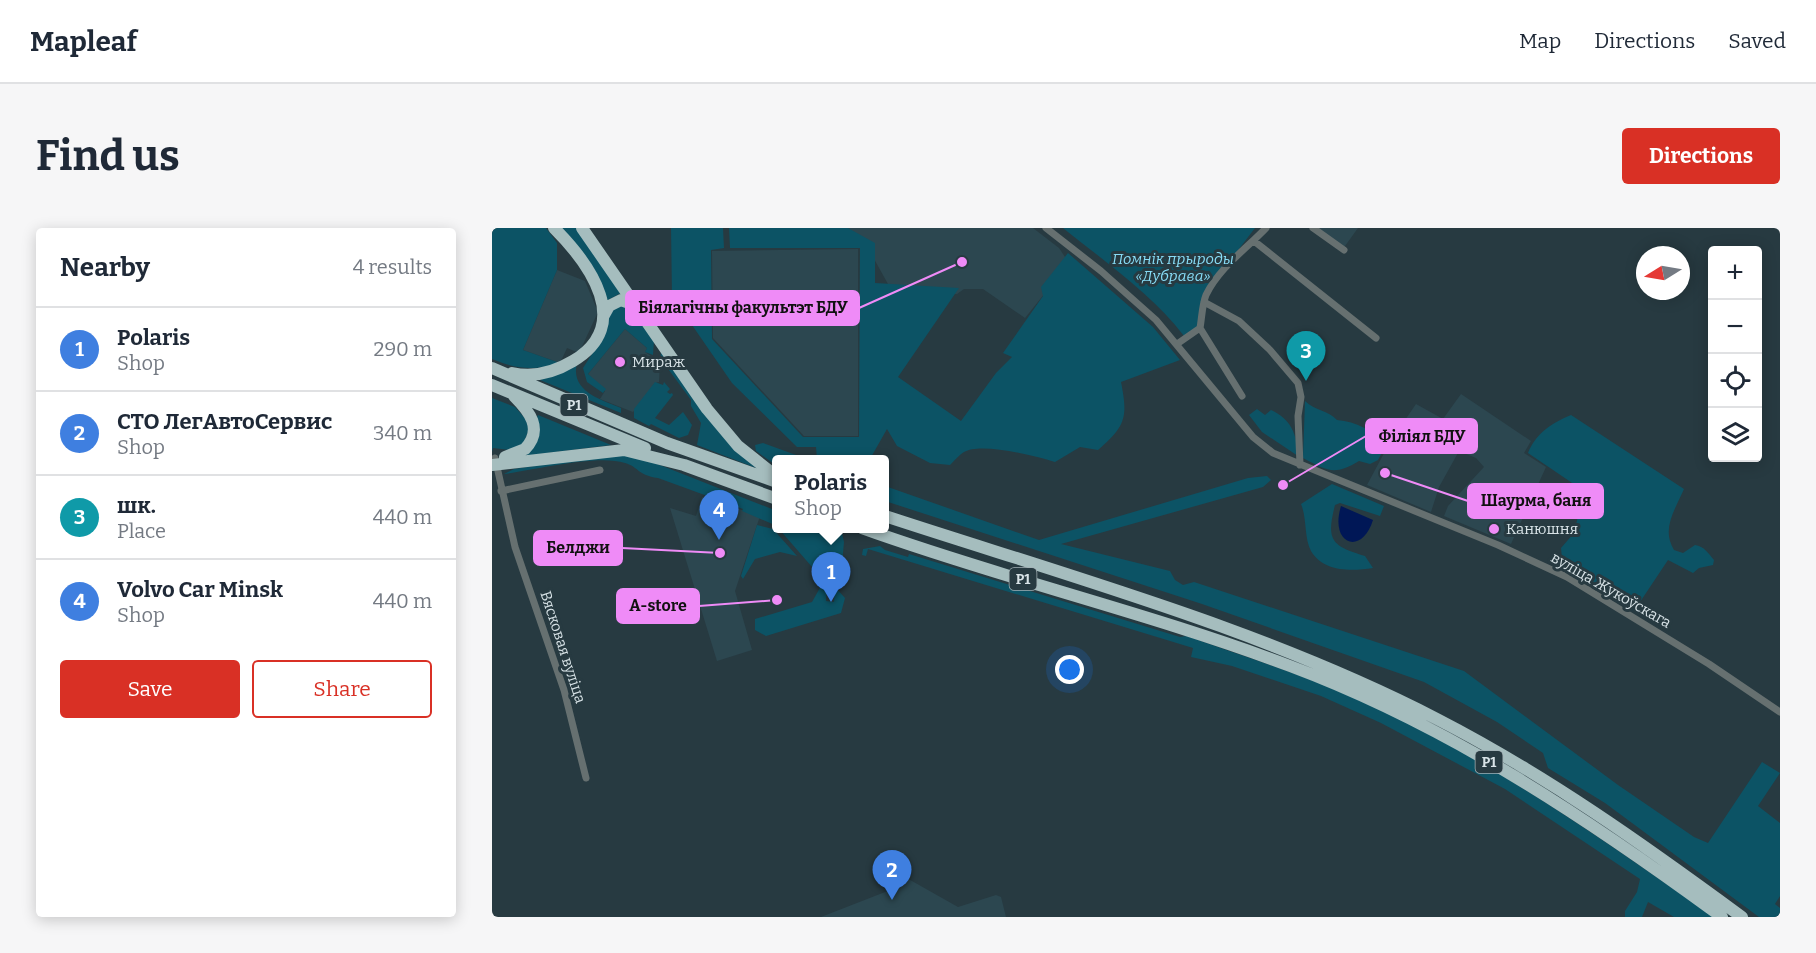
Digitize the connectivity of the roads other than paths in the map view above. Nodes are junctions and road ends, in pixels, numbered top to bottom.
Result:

--------------------------------------------------

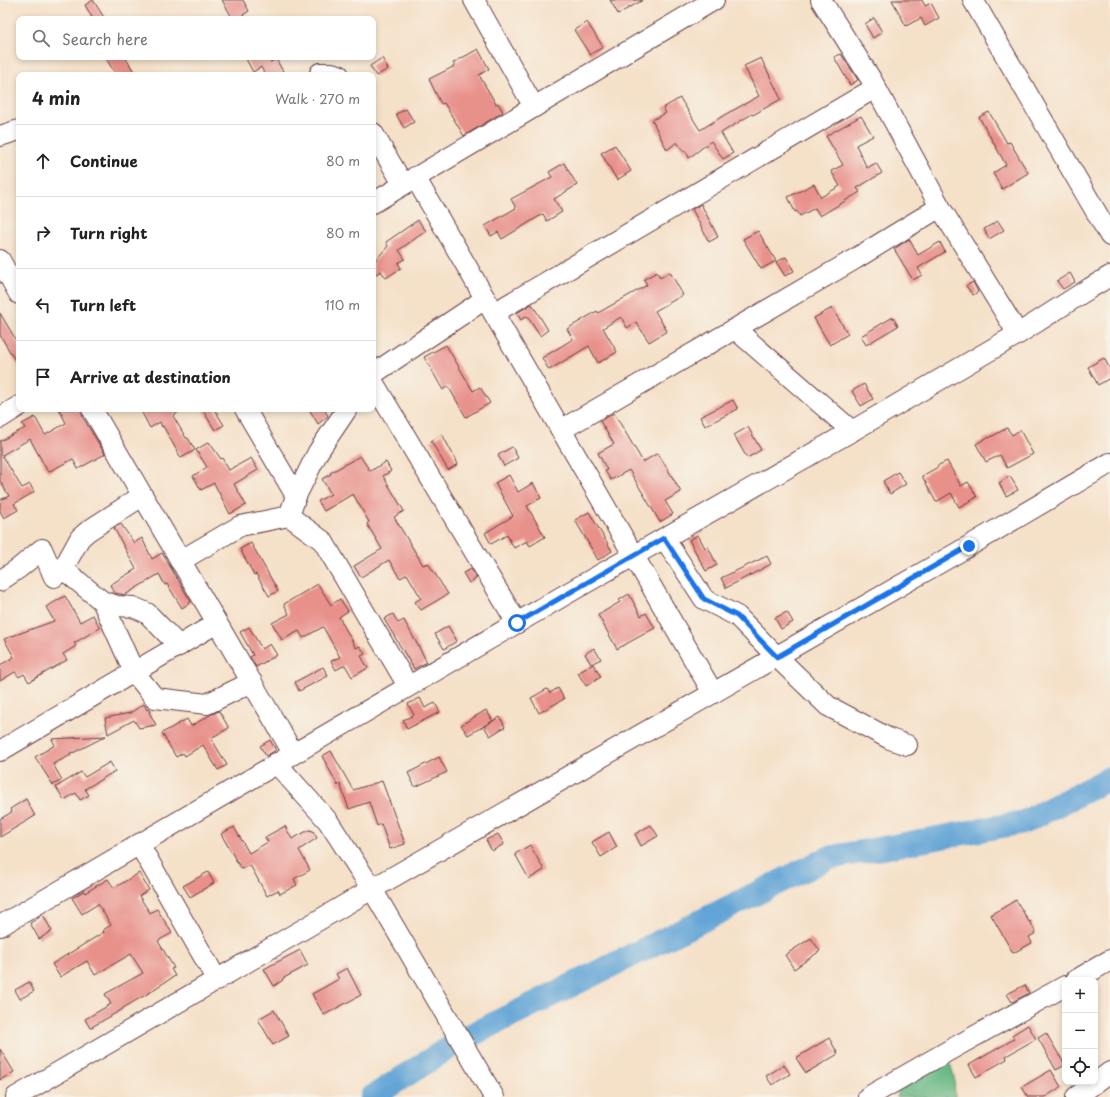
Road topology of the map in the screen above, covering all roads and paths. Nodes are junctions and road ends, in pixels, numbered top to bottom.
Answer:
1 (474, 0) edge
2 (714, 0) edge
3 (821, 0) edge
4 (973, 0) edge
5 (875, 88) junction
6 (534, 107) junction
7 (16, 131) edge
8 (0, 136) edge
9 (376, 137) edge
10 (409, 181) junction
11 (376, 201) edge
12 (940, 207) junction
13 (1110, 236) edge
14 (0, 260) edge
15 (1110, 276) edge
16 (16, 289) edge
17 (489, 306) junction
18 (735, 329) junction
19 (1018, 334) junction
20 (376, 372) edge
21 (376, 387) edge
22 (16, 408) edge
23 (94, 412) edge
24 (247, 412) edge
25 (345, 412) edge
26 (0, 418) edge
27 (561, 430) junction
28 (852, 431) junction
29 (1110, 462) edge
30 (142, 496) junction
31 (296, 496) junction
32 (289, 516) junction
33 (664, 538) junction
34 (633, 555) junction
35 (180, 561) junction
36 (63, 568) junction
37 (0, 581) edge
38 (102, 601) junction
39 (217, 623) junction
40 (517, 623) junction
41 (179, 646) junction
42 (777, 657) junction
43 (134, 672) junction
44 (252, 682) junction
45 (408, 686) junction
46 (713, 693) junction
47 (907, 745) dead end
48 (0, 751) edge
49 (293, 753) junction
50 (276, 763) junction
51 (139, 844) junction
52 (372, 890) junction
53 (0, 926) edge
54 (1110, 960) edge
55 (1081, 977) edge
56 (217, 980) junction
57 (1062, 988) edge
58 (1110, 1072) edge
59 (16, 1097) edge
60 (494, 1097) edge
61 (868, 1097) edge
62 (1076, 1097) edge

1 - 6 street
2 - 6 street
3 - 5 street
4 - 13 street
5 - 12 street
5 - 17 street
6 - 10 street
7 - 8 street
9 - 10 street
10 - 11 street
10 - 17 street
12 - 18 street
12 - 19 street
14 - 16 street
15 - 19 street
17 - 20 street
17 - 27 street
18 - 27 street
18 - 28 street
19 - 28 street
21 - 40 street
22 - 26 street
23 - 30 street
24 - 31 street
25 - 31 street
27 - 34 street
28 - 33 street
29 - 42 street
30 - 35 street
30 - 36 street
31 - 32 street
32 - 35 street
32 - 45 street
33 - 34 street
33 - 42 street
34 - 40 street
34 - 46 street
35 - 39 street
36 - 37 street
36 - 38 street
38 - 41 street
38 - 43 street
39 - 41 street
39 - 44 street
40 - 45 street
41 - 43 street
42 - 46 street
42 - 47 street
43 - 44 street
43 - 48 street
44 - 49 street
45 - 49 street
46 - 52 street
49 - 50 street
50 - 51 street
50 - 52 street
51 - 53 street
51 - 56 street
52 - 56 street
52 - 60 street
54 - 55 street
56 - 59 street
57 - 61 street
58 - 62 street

--------------------------------------------------

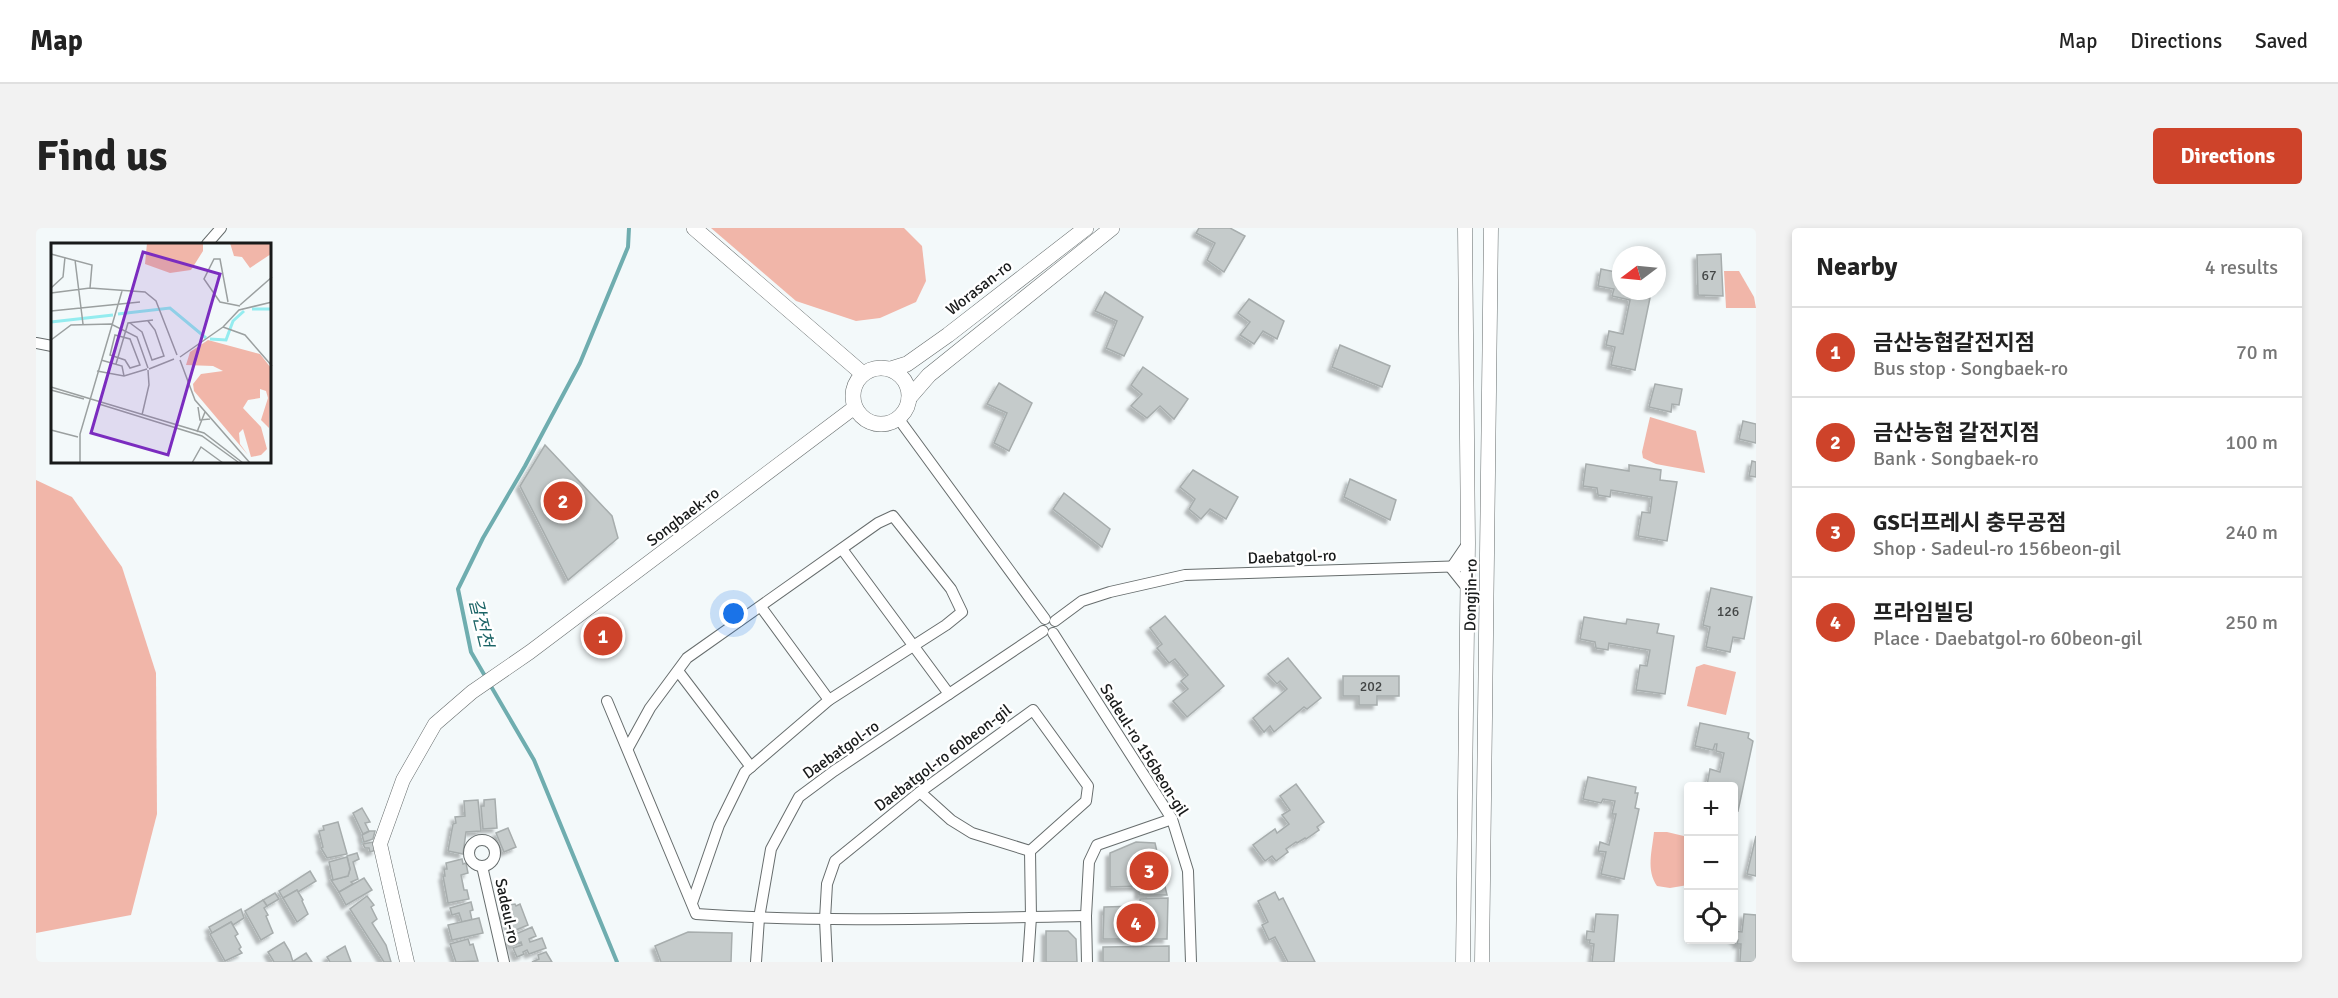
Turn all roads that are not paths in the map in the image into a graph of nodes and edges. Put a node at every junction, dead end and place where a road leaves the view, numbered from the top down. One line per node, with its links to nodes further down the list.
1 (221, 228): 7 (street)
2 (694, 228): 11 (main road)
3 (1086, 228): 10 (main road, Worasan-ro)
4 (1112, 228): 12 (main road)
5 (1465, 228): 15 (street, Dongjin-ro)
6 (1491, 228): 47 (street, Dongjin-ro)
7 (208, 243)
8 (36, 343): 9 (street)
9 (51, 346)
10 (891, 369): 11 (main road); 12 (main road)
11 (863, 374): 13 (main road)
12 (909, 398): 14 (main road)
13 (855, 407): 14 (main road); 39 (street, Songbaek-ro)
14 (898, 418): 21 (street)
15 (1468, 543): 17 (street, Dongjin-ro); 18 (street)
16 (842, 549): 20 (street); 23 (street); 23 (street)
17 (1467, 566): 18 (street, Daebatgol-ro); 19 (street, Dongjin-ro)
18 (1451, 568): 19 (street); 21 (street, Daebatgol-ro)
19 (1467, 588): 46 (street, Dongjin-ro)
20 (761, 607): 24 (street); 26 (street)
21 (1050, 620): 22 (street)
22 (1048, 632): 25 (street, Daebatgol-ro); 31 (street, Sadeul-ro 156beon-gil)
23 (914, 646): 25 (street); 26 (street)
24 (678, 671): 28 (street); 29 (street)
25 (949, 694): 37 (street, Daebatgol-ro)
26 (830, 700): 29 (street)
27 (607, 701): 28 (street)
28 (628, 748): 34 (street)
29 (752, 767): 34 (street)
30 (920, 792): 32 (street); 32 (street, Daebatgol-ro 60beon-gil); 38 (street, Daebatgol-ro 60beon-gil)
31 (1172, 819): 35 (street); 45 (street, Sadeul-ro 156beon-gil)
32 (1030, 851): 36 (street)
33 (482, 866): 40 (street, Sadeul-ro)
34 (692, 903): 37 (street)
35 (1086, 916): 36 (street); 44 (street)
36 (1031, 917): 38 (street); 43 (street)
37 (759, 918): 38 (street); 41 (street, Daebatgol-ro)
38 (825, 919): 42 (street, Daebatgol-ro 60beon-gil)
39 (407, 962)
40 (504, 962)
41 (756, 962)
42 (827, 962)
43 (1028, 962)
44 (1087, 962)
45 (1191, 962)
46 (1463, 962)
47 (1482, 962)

--------------------------------------------------

▶ [WHAT TO WORK ON]: Please state the number of lines in the data above that hold the word "bottom", without any other text.

▶ [EXERCISE RESPONSE]: 2